Can I integrate to find resistance of an object of increasing radius?

[LiamG_G]

Homework Statement

I have to find the ratio of R_B/R_A where R is electrical resistance.
Both objects A and B have circular cross section and length L, and are made of the same material.
A has radius r₀. B has radius r₀/2 at the bottom and increases linearly to 2r₀.

Homework Equations

R=pl/A

The Attempt at a Solution

R_A is simple enough to determine, but I'm stuck with R_B
I have 2 potential theories as how to tackle this.
One is that the thin end and the thick ends will cancel, due to symmetry, leaving me with a ratio of 1.
The other involves R=pl/A becoming R=p∫₀^L1/A dx and somehow changing this to involve r₀/2 and 2r⁰

 

[tiny-tim]

Hi LiamG_G!

B is a lot of discs in series.

 

[rude man]

Homework Statement

I have to find the ratio of R_B/R_A where R is electrical resistance.
Both objects A and B have circular cross section and length L, and are made of the same material.
A has radius r₀. B has radius r₀/2 at the bottom and increases linearly to 2r₀.

Homework Equations

R=pl/A

The Attempt at a Solution

R_A is simple enough to determine, but I'm stuck with R_B

The other involves R=pl/A becoming R=p∫₀^L1/A dx and somehow changing this to involve r₀/2 and 2r⁰

Pick that one!
Your integral is OK, so what is A(x)?

 

[LiamG_G]

So A=∏r² and r ranges from r₀/2 to 2r₀

But with my integral, which I thought would be R=ρ∫₀^L (1/A)dx relates to the length of the cylinder, not it's radius.

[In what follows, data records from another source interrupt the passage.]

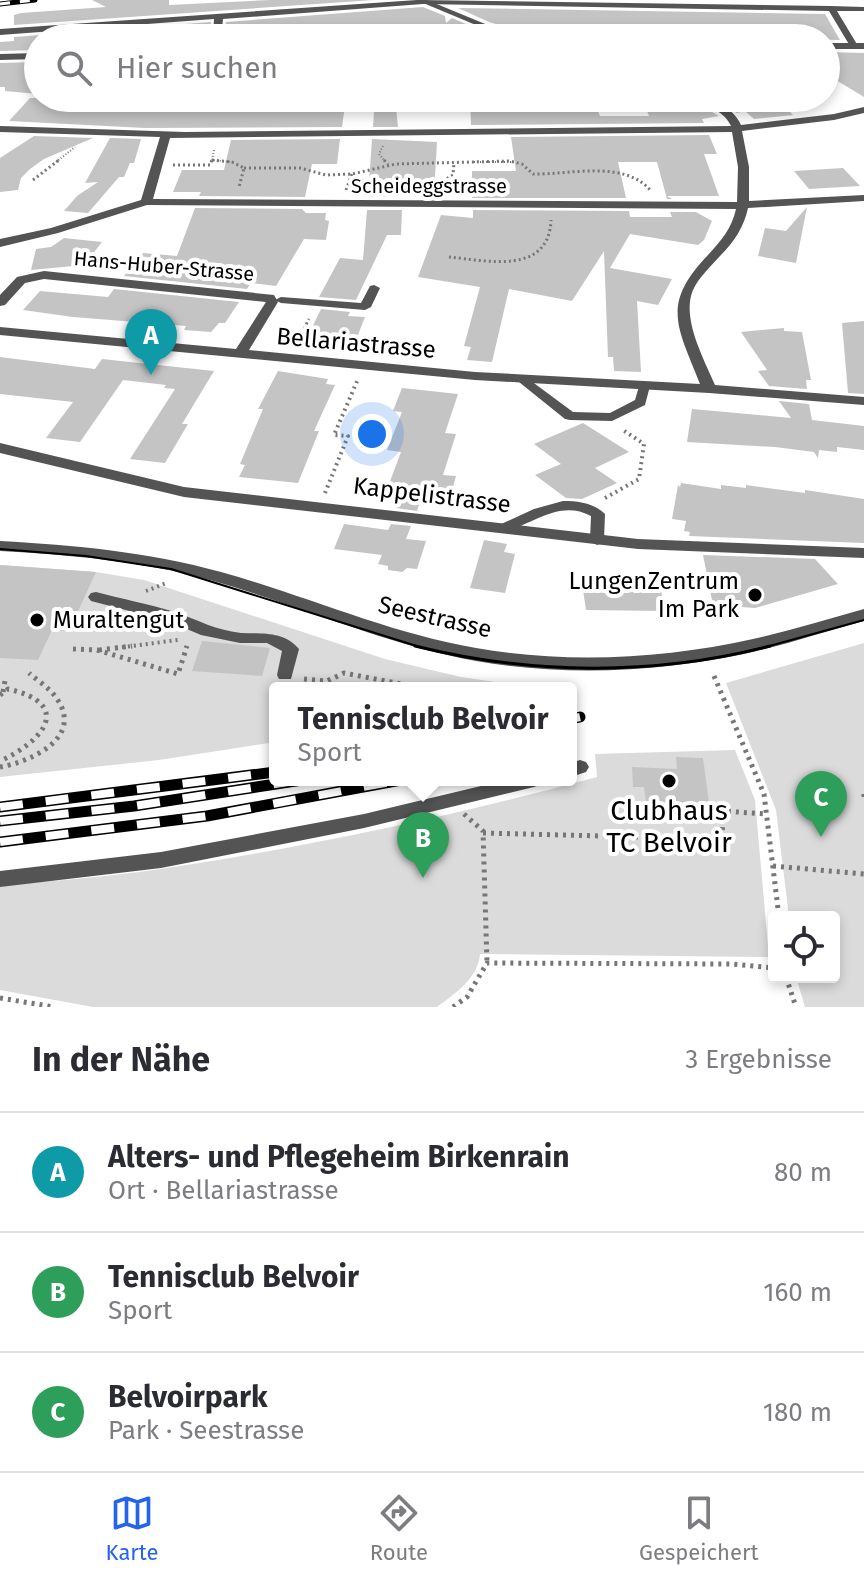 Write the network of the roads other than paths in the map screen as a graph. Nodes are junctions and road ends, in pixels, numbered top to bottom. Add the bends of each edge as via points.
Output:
1 (422, 1) edge
2 (522, 2) edge
3 (831, 8) junction
4 (864, 9) edge
5 (219, 15) junction
6 (103, 24) edge
7 (218, 24) edge
8 (480, 24) edge
9 (24, 30) edge
10 (0, 32) edge
11 (859, 46) edge
12 (24, 56) edge
13 (0, 57) edge
14 (864, 110) edge
15 (727, 112) edge
16 (737, 128) junction
17 (0, 129) edge
18 (166, 135) junction
19 (864, 198) edge
20 (146, 202) junction
21 (742, 205) junction
22 (0, 243) edge
23 (374, 288) dead end
24 (281, 300) dead end
25 (0, 302) edge
26 (0, 331) edge
27 (240, 354) junction
28 (523, 379) junction
29 (644, 386) junction
30 (709, 389) junction
31 (864, 401) edge
32 (0, 448) edge
33 (504, 528) junction
34 (597, 540) junction
35 (0, 546) edge
36 (864, 553) edge
37 (96, 597) dead end
38 (864, 615) edge
39 (285, 675) road end
40 (512, 786) edge
41 (0, 879) edge

1 - 2 street
1 - 5 street
1 - 8 street
2 - 3 street
3 - 4 street
3 - 11 street
5 - 6 street
5 - 7 street
9 - 10 street
12 - 13 street
14 - 16 street
15 - 16 street
16 - 18 street
16 - 21 street
17 - 18 street
18 - 20 street
19 - 21 street, Scheideggstrasse
20 - 21 street, Scheideggstrasse
20 - 22 street, Scheideggstrasse
21 - 30 street via 729,239 684,295 686,321
23 - 24 lane via 365,307
25 - 27 street, Hans-Huber-Strasse via 21,280 44,275 269,298 269,308
26 - 27 street, Bellariastrasse
27 - 28 street, Bellariastrasse
28 - 29 street, Bellariastrasse
28 - 29 lane via 570,416 612,417 641,402
29 - 30 street, Bellariastrasse
30 - 31 street, Bellariastrasse
32 - 33 street, Kappelistrasse via 184,492
33 - 34 street, Kappelistrasse
33 - 34 lane via 556,505 589,507 598,514
34 - 36 street, Kappelistrasse
35 - 38 street, Seestrasse via 102,553 188,568 442,647 559,663 705,655
37 - 39 lane via 173,617 201,630 269,638 291,649
40 - 41 lane via 161,860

I think I need to find an equation for r at a specific point in the bar in terms of x (which ranges from 0 to L)
Would this be somewhere along the right track?:
radius of disk, r_disk=(3r₀/2)(x/L) + r₀/2
This way, at x=0 (the bottom of the bar) the radius is equal to r₀/2 and at x=L (the top of the bar) the radius is equal to 2r₀
So then I would also have to differentiate that I can replace dx with dr, but then I'm sure I would still have x in the integral, which leaves me with two variables.

Am I at least on the right track? Where would I go next?

 

[tiny-tim]

suppose you had n discs in series, of areas A₁ … A_n (and all of the same thickness, ∆x)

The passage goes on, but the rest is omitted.